Category Archives: Networking

Knowledge brokering

In response to a post about knowledge brokering by Richard Vines on the ACT-KM listserv, I thought I should also share my comments here.

Before knowledge management came along and gained some traction as a discipline (or at least, a particular kind of management approach) we had libraries where information was provided, some of which was used to solve business problems and improve decision-making. While this form of explicit knowledge transfer was usually one way, in smaller special libraries inside organisations (especially corporate institutions), there were opportunities to harness tacit knowledge through knowledge brokering (even if at the time we weren’t calling this a knowledge broker role).

In my experience in working in special libraries in international banks in the late 1980s and throughout the 1990s, it was indeed one of my key (implicit) roles to act as a knowledge broker within the organisation. The reason was that it was my job to help people solve problems and improve decisions through providing information and knowledge. And even back then, some of us realised that books and journals and newspaper clippings weren’t the stuff of real competitive advantage – human capital was.

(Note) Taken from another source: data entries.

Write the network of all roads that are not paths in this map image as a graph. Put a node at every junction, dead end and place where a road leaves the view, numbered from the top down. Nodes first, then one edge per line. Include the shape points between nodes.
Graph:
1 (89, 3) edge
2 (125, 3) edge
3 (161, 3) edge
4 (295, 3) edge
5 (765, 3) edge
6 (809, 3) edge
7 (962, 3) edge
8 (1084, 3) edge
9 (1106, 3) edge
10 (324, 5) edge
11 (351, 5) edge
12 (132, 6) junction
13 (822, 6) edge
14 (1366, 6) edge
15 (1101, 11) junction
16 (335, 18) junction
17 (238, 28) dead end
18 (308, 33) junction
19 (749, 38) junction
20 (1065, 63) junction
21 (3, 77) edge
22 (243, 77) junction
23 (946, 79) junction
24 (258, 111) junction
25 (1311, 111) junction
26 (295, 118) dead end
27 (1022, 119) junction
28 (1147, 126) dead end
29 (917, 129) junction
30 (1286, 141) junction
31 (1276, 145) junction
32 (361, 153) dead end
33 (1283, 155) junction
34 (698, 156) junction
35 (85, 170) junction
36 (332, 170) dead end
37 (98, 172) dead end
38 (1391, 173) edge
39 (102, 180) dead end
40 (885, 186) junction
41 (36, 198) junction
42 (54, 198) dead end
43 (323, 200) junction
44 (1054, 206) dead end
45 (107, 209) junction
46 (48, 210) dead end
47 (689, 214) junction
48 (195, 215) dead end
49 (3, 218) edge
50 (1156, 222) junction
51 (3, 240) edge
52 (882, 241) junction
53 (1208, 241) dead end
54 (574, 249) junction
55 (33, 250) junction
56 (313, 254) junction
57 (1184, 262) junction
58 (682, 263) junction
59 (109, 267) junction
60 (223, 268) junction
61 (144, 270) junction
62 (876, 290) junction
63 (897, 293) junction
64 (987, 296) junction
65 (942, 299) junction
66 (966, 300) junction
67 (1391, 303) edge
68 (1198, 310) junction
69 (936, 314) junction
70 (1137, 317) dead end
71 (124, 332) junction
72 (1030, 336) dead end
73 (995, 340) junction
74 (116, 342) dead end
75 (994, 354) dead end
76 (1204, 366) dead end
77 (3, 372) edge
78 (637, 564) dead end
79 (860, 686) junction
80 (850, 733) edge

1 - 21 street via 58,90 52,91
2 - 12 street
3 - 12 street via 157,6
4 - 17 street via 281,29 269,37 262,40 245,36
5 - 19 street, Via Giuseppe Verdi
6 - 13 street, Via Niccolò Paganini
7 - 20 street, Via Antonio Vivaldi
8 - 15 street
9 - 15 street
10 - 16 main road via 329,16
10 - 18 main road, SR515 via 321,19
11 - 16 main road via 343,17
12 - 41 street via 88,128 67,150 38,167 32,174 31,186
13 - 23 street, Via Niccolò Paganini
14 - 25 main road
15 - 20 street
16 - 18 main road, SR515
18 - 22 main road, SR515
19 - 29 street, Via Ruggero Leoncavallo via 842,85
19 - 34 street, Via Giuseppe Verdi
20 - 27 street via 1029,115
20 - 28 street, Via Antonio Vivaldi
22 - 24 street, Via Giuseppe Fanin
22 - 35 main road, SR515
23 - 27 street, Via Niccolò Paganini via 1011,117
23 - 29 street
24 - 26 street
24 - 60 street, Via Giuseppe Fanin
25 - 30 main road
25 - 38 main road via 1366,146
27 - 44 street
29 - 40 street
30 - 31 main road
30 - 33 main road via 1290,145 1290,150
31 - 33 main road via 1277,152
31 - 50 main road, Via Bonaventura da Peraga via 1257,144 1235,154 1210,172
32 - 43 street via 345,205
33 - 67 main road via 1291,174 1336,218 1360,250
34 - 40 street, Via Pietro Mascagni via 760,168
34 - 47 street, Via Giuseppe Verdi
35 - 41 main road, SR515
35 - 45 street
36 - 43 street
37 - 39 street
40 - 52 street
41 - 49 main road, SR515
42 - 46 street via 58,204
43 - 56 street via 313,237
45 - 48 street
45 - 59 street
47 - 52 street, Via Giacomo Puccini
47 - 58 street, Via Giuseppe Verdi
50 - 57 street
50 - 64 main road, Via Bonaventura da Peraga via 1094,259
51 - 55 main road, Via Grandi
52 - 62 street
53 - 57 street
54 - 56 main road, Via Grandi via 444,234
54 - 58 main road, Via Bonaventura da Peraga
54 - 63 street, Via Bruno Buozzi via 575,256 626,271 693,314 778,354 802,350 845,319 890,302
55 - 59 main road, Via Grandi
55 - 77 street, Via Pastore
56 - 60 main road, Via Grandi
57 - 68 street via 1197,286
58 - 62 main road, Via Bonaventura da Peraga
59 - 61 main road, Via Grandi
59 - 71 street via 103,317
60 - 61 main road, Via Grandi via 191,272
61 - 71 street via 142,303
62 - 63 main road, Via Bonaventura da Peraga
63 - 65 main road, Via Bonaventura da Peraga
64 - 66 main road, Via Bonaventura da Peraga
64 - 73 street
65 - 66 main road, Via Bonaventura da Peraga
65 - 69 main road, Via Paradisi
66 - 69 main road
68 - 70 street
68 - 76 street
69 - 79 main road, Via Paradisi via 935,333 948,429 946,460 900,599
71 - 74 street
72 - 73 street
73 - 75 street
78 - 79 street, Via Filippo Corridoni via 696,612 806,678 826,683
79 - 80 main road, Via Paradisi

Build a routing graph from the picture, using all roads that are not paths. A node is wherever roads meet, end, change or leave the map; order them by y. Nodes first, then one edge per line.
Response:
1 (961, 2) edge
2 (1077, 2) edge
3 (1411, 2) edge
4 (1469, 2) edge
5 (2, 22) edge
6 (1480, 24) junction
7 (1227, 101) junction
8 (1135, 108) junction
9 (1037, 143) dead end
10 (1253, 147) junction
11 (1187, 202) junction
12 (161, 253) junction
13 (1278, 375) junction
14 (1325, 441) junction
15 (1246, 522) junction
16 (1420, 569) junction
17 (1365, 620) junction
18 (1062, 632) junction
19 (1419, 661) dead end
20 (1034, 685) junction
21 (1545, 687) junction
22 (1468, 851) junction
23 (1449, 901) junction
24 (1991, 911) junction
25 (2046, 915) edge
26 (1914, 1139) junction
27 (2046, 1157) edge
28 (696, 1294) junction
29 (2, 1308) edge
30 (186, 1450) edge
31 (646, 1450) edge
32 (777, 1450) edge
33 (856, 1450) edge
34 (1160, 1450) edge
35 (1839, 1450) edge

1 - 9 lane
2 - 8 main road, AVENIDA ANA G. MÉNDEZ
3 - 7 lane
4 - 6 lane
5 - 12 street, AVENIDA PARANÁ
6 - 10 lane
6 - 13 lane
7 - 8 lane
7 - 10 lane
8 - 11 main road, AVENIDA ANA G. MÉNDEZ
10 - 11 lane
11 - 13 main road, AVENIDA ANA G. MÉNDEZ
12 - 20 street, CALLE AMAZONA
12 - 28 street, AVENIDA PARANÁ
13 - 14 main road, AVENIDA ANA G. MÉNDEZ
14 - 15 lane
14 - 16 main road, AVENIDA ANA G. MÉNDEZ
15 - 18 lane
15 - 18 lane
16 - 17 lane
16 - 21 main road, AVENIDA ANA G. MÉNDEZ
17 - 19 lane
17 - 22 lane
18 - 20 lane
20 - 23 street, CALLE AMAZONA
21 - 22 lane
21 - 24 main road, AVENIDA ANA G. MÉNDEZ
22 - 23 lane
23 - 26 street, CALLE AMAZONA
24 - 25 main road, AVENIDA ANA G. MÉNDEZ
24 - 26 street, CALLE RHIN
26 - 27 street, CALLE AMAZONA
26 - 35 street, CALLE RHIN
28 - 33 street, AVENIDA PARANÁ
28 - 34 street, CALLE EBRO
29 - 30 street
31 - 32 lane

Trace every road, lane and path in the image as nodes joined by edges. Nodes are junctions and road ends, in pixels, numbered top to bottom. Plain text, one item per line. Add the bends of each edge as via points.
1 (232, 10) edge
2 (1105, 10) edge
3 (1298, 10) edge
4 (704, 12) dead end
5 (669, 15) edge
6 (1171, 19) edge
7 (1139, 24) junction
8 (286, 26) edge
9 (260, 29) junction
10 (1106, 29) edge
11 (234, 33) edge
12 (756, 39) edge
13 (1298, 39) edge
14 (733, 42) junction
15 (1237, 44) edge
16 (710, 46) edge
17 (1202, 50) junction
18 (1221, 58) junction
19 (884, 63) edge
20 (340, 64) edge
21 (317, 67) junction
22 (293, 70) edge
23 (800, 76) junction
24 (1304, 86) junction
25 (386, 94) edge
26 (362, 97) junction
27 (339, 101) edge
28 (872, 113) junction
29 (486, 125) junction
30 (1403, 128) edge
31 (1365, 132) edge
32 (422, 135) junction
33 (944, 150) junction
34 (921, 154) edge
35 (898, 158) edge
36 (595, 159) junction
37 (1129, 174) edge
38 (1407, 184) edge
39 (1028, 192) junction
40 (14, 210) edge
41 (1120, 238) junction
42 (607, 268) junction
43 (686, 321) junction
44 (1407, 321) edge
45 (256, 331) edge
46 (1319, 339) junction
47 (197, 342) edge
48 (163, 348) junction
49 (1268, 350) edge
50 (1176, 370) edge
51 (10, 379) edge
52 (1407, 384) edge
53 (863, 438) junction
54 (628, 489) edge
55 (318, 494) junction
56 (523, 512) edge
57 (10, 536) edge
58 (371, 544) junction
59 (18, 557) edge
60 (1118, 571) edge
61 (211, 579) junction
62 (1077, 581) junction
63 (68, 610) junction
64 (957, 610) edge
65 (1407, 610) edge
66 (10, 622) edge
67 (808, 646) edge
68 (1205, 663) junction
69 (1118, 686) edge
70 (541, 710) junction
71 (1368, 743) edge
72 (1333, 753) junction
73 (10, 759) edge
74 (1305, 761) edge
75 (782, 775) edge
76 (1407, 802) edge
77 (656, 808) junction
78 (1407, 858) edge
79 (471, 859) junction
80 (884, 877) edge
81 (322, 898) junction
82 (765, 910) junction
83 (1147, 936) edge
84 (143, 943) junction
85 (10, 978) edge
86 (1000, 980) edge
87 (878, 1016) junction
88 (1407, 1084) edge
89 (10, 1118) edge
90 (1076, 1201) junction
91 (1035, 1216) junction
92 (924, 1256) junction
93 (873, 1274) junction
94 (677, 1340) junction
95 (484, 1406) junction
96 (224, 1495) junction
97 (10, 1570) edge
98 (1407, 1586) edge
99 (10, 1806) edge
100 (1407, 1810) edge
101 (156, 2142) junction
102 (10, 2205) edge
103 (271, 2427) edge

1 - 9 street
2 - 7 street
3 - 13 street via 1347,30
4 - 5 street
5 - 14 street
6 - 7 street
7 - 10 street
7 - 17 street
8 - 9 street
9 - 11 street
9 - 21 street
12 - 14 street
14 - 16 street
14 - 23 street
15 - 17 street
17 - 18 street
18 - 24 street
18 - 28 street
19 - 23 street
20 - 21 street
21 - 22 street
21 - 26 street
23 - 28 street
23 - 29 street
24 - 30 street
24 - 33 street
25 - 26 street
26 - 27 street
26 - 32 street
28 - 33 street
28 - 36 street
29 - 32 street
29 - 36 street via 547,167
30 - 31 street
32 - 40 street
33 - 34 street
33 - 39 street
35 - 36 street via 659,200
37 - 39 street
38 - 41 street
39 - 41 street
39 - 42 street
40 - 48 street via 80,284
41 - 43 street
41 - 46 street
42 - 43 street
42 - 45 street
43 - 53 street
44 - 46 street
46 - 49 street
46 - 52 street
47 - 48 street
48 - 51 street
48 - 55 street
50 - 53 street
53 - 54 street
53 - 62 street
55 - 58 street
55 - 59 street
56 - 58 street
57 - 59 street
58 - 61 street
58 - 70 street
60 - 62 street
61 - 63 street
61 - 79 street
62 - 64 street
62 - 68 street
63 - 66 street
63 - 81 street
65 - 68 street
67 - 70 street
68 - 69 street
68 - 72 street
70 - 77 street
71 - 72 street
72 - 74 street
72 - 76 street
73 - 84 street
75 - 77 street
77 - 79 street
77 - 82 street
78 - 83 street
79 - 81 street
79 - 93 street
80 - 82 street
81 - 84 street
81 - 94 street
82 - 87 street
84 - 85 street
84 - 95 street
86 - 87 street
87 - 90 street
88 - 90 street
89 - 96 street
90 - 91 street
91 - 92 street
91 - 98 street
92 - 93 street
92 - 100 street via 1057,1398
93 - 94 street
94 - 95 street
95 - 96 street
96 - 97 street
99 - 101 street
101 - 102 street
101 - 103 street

My knowledge broker experience sought to match up those with the right knowledge at the right time to those who needed it. In many cases, this brokering role became an addition to the basic information search, analyse, and deliver role I was already playing. The matching was often serendipitous, often opportunistic, and had relatively poor scaleability en masse. However, it did require me to build relationships and trust, while at the same time demonstrating keen awareness for what people were working on and what interested them. In this sense, the knowledge brokering was highly personal.

Nevertheless, knowledge brokering in these contexts of the time performed the role of matching existing tacit knowledge within the organistion to those individuals where it was needed. At the same time, my knowledge broking role also considered the compliance and “Chinese-Walls” issues so important within investment banking.

Finally, I must say that the opportunities arose because the “library” was regarded as being “neutral” and thereby had the ability to leverage trust, conversation and multiple interactions from which knowledge brokering was possible.

The bottom line, however, was in making conversation and establishing people connections; something that knowledge management still strives to reproduce (with more scale) today.

On network culture

One of the interesting things about humans is their interrelationships with other people.  There are historical reasons for this based on family, tribe, and community.  Such groupings were necessary to survive.  In most human societies today, the family unit is still the foundation of people’s relationships.  Friends and the people we socialise and work are also part of the human interrelationship matrix.  And interestingly, people have relationships with characters in books and on television, they have online relationships, and they have virtual relationships in digital spaces such as Second Life.

It should therefore be self-evident that people relationships are significant in nearly all that we do.  In fact, modern humans are truly part of the networked society as a consequence of the internet and World Wide Web.  We have in fact extended the possible reach of our relationships, widened the scale of intensity of relationships (between very weak to very strong); and increased the scalability of our relationships.  So shouldn’t we now recognise the importance and value of the network culture?

In many organisations, relationships are grounded in an “old style” corporate mentality dealing primarily with direct work-based relationships, often hierarchical in form.  In most cases, the network is based on physical proximity.  However, relying only on work-based physical contacts to get one’s work done is not enough these days.  In order to get the right person with the right information at the right time, we need more than just physical proximity.  We need access and immediacy.  We get access and immediacy through our networks, often facilitated through information technology channels.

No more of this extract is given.